Сны разума — это доклады, из которых следует, что СССР разрушили политические
технологии (через школьные учебники?). Что в национальных республиках
доминируют ученые, придерживающиеся антироссийских взглядов (привет Казанскому
государственному университету, например? или?). В историческом рассмотрении
событий Второй мировой войны авторы школьных учебников
и детской энциклопедии «Великая Отечественная война», оказывается, прививают
«комплекс национальной вины за прошлое, характерный для жителей ФРГ»(?). В
общем, эксперты Центра подчеркивают «тупиковость
существующего положения вещей в преподавании» и даже более того:
«разрушительное воздействие на сохранение коллективной идентичности». Сон
исторического разума о разрушении и насаждении неполноценности иллюстрируется
репродукцией: «в историческую память вклиниваются и художественные
произведения»; вклинился Илья Репин (с подозрительным отчеством
Ефимович), написавший картину «Иван Грозный и сын его Иван», известную в народе
как «Иван Грозный убивает своего сына».
То, что происходит в последнее
время в обществе и в государстве, можно квалифицировать как обострение
процессов, связанных с исторической памятью. Я бы даже рискнула назвать это
обострение критическим. Это, конечно, вызвано воспаленно переживаемым
настоящим, прохождением через настоящее; для этого, во имя этого вызываются из
забвения сгустки памяти, — так можно назвать эти тромбы, образующиеся (или
давно образованные) в общественном сознании и подсознании, а сегодня
оторвавшиеся от стенок кровеносных сосудов. Например, тромб агрессивности. АлейдаАссман, немецкий исследователь, автор недавно
переведенной на русский книги «Длинная тень прошлого. Мемориальная культура и
историческая политика» («НЛО», 2014), цитирует итальянского писателя ИталоЗвево: «Настоящее дирижирует прошлым, словно
музыкантами оркестра. Настоящему нужны именно такие звуки, а не другие. Поэтому
прошлое кажется то ближе, то дальше. Оно то звучит, то
умолкает. На настоящее воздействует лишь та часть прошлого, которая нужна,
чтобы либо высветить это настоящее, либо затемнить его».
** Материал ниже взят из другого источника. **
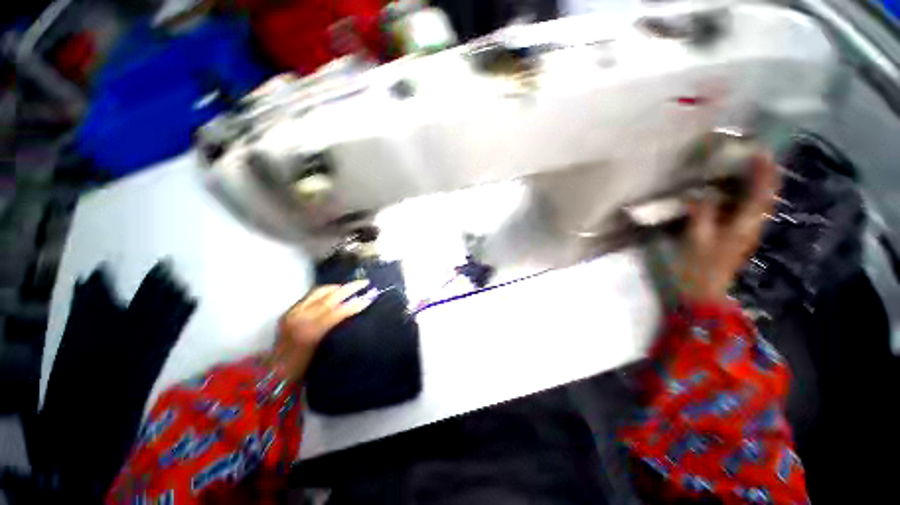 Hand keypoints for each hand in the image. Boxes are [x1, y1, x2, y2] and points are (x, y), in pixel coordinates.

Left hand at [268, 280, 370, 380]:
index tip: (369, 298)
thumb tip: (354, 312)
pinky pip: (311, 295)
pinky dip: (325, 291)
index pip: (338, 312)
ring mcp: (293, 313)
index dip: (355, 304)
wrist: (275, 372)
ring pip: (319, 292)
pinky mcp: (289, 311)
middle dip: (349, 288)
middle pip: (329, 298)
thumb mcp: (325, 350)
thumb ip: (338, 329)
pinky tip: (334, 293)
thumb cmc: (305, 367)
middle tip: (364, 283)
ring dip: (338, 287)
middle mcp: (301, 319)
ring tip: (351, 287)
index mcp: (311, 333)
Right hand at [676, 152, 780, 302]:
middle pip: (765, 196)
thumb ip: (700, 214)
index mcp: (744, 225)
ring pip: (758, 203)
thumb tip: (701, 192)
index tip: (761, 150)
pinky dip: (745, 197)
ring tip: (747, 167)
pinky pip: (747, 210)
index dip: (764, 172)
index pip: (761, 194)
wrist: (703, 292)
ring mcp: (746, 232)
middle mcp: (752, 226)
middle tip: (756, 155)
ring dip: (757, 184)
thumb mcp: (695, 239)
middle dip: (765, 174)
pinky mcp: (737, 236)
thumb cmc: (697, 267)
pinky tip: (733, 192) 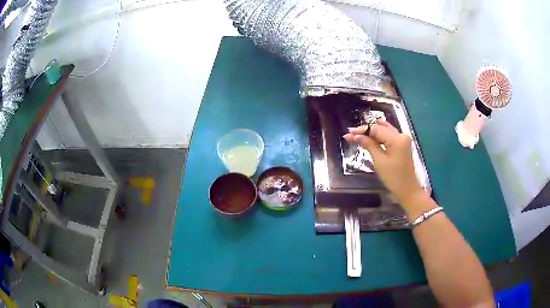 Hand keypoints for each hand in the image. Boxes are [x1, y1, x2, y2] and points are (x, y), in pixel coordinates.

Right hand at [343, 121, 424, 207]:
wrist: (407, 190)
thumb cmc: (393, 177)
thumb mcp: (379, 161)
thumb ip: (369, 145)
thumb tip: (356, 136)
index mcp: (396, 138)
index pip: (376, 129)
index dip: (362, 130)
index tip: (349, 133)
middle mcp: (401, 135)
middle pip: (380, 129)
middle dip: (365, 131)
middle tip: (350, 135)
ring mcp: (402, 140)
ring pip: (384, 132)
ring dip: (371, 134)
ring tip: (356, 136)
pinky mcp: (402, 145)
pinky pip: (388, 137)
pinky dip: (378, 138)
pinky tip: (369, 137) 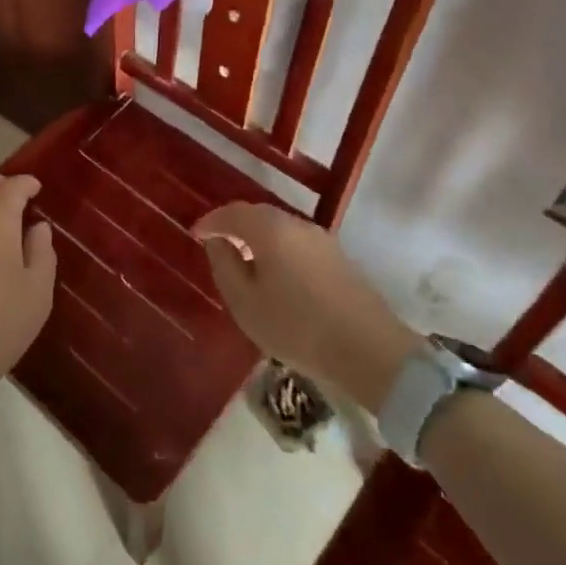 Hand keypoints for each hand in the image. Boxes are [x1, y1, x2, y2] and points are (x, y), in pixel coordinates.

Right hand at [195, 202, 419, 408]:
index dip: (210, 221)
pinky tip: (275, 273)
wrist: (370, 351)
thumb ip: (225, 266)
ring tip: (244, 260)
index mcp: (270, 230)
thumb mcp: (245, 303)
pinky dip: (278, 249)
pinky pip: (297, 242)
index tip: (195, 233)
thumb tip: (218, 242)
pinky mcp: (339, 258)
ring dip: (257, 237)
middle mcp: (296, 224)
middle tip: (217, 243)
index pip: (232, 213)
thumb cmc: (297, 327)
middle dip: (234, 225)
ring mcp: (322, 239)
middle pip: (258, 215)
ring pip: (280, 228) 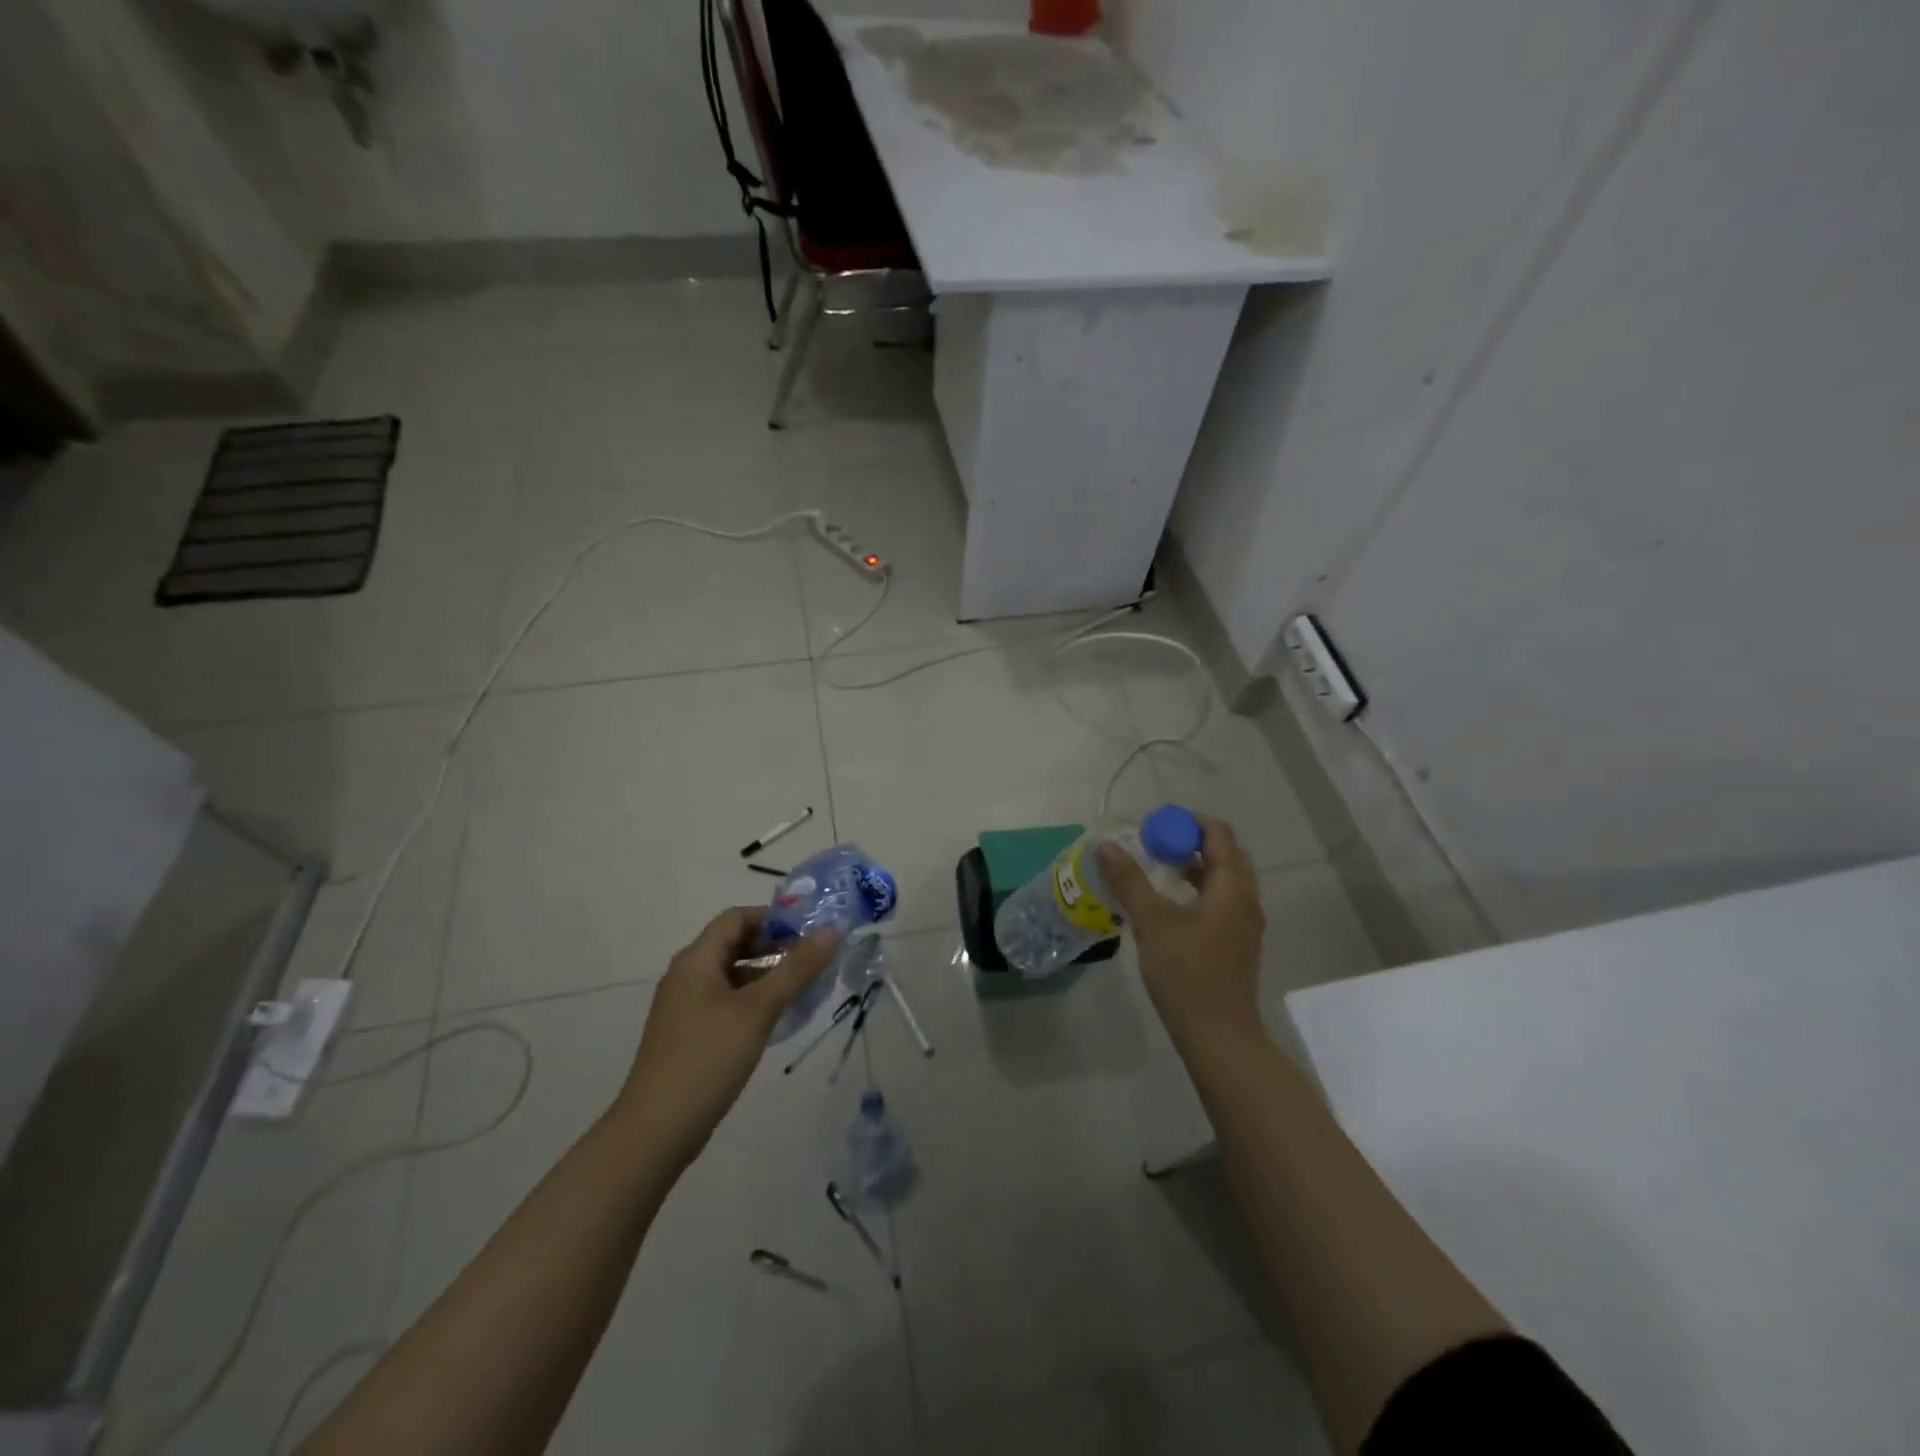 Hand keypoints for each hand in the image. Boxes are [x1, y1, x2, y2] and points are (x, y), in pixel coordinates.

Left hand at [614, 907, 841, 1167]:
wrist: (656, 1131)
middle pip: (734, 944)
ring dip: (767, 975)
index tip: (809, 932)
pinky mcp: (689, 1035)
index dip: (774, 918)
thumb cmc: (708, 1058)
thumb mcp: (759, 1010)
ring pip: (732, 975)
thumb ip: (797, 969)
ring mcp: (685, 1007)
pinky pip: (726, 1002)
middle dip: (775, 946)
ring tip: (804, 989)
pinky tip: (777, 1020)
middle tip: (813, 960)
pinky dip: (753, 1000)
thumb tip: (832, 932)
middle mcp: (687, 976)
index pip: (737, 918)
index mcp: (696, 960)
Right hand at [1096, 815, 1265, 1050]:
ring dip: (1197, 866)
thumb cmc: (1186, 972)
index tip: (1156, 824)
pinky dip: (1201, 889)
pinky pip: (1223, 900)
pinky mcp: (1239, 943)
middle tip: (1157, 843)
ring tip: (1161, 868)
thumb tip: (1105, 845)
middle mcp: (1247, 899)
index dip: (1188, 822)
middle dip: (1192, 841)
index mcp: (1232, 886)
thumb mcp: (1152, 922)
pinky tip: (1172, 904)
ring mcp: (1246, 923)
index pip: (1218, 834)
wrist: (1219, 1035)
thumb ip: (1129, 880)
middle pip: (1226, 854)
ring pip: (1226, 879)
Сегодня переживается именно
такой специфический момент — технология управляемого прошлого вполне
очевидна, стоит лишь приглядеться.
На самом деле технологии
пропаганды и агитации — это старое, многажды испытанное и, казалось бы, давно
проржавевшее и негодное оружие. Нет, получается, оно еще действует. И действует
успешней, зомбируя и отдельных людей, и большинство населения историческимтрэшем. Методы в сравнении с советским временем
не то чтобы изощрились — нет, по сути они столь же
грубы и навязчивы, — но все-таки плазменный телевизор с помавающим руками
Дмитрием Киселевым, элегантно одетым в хороший итальянский костюм, действует
посильнее, чем тогдашние Боровик и Зорин.
Стремление к цели — у
исторической политики власти — в общем, ясно: пробудить у реципиента
эмоциональное отношение к избранному прошлому и направить его в желательное
русло. Для достижения определенного эффекта. При этом необходимо упорство: жать
на болевые точки, что приведет к неминуемому возбуждению общественного
организма. Мобилизационная пропаганда и политическая акупунктура направлена на перепозиционирование (и перекодировку) истории, и
совершенно неслучайно в области незримого конкурса (за-проса) на национальную
идею победила идея державности. Это был конкурс в
мешках — мешках, надетых на СМИ, выражавших другие точки зрения; то есть в
мешках, надетых на голову.
Как в сложившихся
обстоятельствах должна вести себя изящная словесность?
(Впрочем, она ничего никому не
должна.)
Ну, скажем, не вся словесность
(«я вам не скажу за всю Одессу»), а издание, проводящее свою культурную
политику?
Но прежде, чем о возможностях и
задачах, еще немного обозначим параметры.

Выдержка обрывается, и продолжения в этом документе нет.